Interestingly, Kolakowsky-Hayner (2002) found that there were higher rates of abstinence in the TBI sample compared to those in the SCI population. Importantly, these abstinence rates are also much higher than rates described in pre-injury TBI (19%) and SCI (4%). Thus, it would appear that a large proportion of patients follow their physician’s advice and abstain from alcohol use post-injury.

Despite these high abstinence rates, Kolakowsky-Hayner’s (2002) results show that per4sons with TBI and person with SCI are at a high risk for alcohol abuse. The rates of moderate and heavy drinking in both populations exceed the 25% of persons in the general population considered moderate or heavy drinkers. Higher rates of moderate or heavy drinking are reported in pre-injury SCI and TBI populations as well.

Without a doubt, these statistics are alarming and worrisome. Despite high abstinent rates reported in both groups, the proportion of persons abusing alcohol after injury continues to exceed rates found in the general population. Thus, it seems reasonable to conclude that early identification of per-injury substance abusers in the rehabilitation process is important so that appropriate, adaptive coping strategies can be taught and highlighted. The research shows that people with a TBI or SCI either abstain from the use of alcohol or use it frequently to deal with increased stress, anxiety and depression. Efforts toward intensive education early in the rehabilitation process may prove beneficial in assisting an individual with TBI or SCI to obtain optimal recovery and an improved quality of life.

In conclusion, traumatic brain injuries, spinal cord injuries and substance abuse have long had an intimate relationship, and the link between them is well documented. It is often difficult to determine if the substance abuse existed prior to the brain injury or if the abuse was exacerbated by the injury. Research on the topic demonstrated that it is likely that the abuse of substances existed prior to the person sustaining the traumatic brain injury and that although there is typically an immediate decrease in substance usage, users frequently return to premorbid usage and often times surpass their pre-injury intake. Research also demonstrated that some individuals with TBI and SCI follow medical advice and fully abstain from alcohol use and illegal substances. Early identification and intervention by professionals has the potential to help maximize recovery and increase an individual’s quality of life.
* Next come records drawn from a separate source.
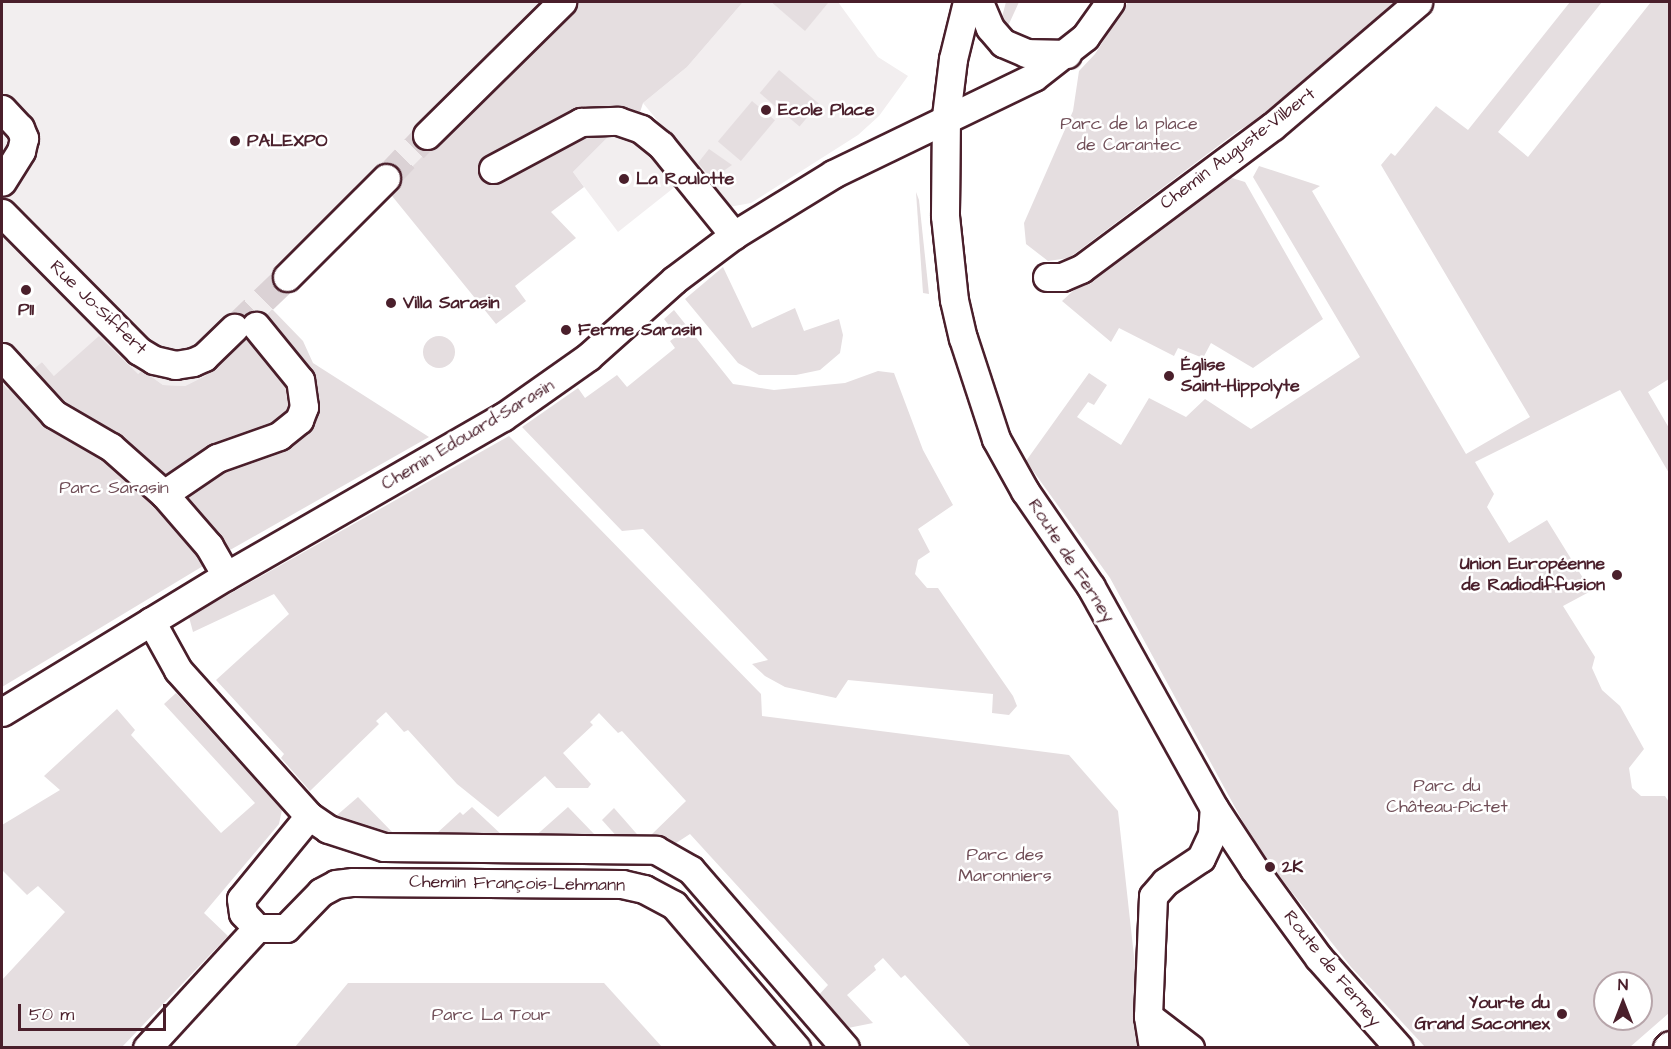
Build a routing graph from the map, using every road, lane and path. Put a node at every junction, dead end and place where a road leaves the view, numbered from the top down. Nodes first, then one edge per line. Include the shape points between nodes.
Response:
1 (562, 2) edge
2 (967, 2) edge
3 (979, 2) edge
4 (1110, 2) edge
5 (1418, 2) edge
6 (1067, 54) junction
7 (2, 109) edge
8 (946, 116) junction
9 (427, 135) tunnel mouth
10 (493, 169) dead end
11 (386, 178) tunnel mouth
12 (2, 182) edge
13 (2, 213) edge
14 (734, 234) junction
15 (287, 277) tunnel mouth
16 (1047, 277) dead end
17 (2, 357) edge
18 (164, 494) junction
19 (226, 576) junction
20 (151, 621) junction
21 (2, 712) edge
22 (1214, 808) junction
23 (309, 816) junction
24 (1201, 858) junction
25 (1254, 869) junction
26 (257, 928) junction
27 (1148, 1016) junction
28 (839, 1045) edge
29 (147, 1047) edge
30 (796, 1047) edge
31 (1152, 1047) edge
32 (1190, 1047) edge
33 (1399, 1047) edge

1 - 9 street
2 - 8 street, Route de Ferney via 953,59
3 - 6 street via 990,28 1003,43 1026,53
4 - 6 street, Chemin Edouard-Sarasin via 1085,37
5 - 16 street, Chemin Auguste-Vilbert via 1273,126 1081,269 1062,277
6 - 8 street, Chemin Edouard-Sarasin via 1034,77
7 - 12 street via 24,138 21,151
8 - 14 street, Chemin Edouard-Sarasin via 824,179
8 - 22 street, Route de Ferney via 945,216 954,300 972,370 996,439 1025,491 1092,587
10 - 14 street via 581,122 618,121 641,129 661,145
11 - 15 street
13 - 18 street, Rue Jo-Siffert via 139,351 154,360 175,365 193,362 245,327 300,380 304,407 300,420 279,436 210,462
14 - 19 street, Chemin Edouard-Sarasin via 674,279 554,384 442,454
17 - 18 street via 54,414 103,441
18 - 19 street via 209,546
19 - 20 street, Chemin Edouard-Sarasin
20 - 21 street, Chemin Edouard-Sarasin
20 - 23 street, Chemin François-Lehmann via 178,670
22 - 24 street via 1212,834
22 - 25 street, Route de Ferney
23 - 26 street via 241,899 243,913
23 - 28 street, Chemin François-Lehmann via 328,829 384,847 656,850 691,870
24 - 25 street via 1225,859
24 - 27 street via 1153,896
25 - 33 street, Route de Ferney via 1331,973
26 - 29 street
26 - 30 street, Chemin François-Lehmann via 286,928 321,892 352,882 622,884 644,889 674,905
27 - 31 street
27 - 32 street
Understanding the prevalence of alcohol abuse in this population is a first step towards developing programs and increasing research to support funding for rehabilitation programs focused on TBI, SCI, and substance abuse.

REFERENCES

Abrams, D., Barker, L.T., Haffey, W., & Nelson, H. (1993). The economics of return to work for survivors of traumatic brain injury: Vocational services are worth the investment. Journal of Head Trauma Rehabilitation, 8(4), 59-76.
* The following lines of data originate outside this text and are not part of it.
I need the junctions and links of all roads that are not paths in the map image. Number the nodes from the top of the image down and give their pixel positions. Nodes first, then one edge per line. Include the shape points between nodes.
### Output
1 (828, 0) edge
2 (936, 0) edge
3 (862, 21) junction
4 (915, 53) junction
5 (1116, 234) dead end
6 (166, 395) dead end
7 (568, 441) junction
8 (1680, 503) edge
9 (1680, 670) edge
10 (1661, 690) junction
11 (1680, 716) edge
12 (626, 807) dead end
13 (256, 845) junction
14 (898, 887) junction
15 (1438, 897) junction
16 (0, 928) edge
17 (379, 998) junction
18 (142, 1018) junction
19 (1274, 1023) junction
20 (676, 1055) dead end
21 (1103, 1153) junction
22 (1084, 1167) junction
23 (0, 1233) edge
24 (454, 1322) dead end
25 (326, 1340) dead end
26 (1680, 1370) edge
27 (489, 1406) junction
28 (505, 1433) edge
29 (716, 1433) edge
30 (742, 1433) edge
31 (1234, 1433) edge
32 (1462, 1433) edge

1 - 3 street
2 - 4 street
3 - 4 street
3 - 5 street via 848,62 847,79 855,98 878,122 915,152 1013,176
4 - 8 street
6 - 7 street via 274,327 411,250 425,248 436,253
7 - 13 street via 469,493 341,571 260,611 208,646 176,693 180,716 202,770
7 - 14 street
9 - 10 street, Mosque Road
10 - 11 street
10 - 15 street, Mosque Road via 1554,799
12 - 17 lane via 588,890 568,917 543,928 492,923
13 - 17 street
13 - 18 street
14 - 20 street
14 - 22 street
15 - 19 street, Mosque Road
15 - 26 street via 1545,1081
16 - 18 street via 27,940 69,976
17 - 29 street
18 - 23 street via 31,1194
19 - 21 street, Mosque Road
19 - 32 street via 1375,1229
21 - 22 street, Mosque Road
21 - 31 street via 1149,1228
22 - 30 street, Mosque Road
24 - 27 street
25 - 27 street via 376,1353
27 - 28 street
Kolakowsky-Hayner, S., Gourley, E., Kreutzer, J., Marwitz, J., Meade, M., & Cifu, D. (2002). Brain Injury, 16(7), 583-592.

Kreutzer, J., Witol, A., Sander, A., Cifu, D., Marwitz, J., Delmonico, R. (1996). A prospective longitudinal multicenter analysis of alcohol use patterns among persons with traumatic brain injury. Journal of Head Trauma Rehabilitation, 11(5), 58-69.

Kreutzer, J., Witol, A., & Marwitz, J. (1996). Alcohol and drug use among young persons with traumatic brain injury. Journal of Learning Disabilities, 29(6), 643-651.

Kreutzer, J., Doherty, K., Harris, J., & Zasler, N. (1990). Journal of Head Trauma Rehabilitation, 5(3), 9-20.

Lezak, M., Howison, D., & Loring, D. (2004). Neuropsychological assessment (4th ed.). New York. Oxford.

Ragnaarsson, J., Thomas, J., & Zasler, N. (1993). Model systems of care for individuals with traumatic brain injury. Journal of Head Trauma Rehabilitation, 8(2), 1-11.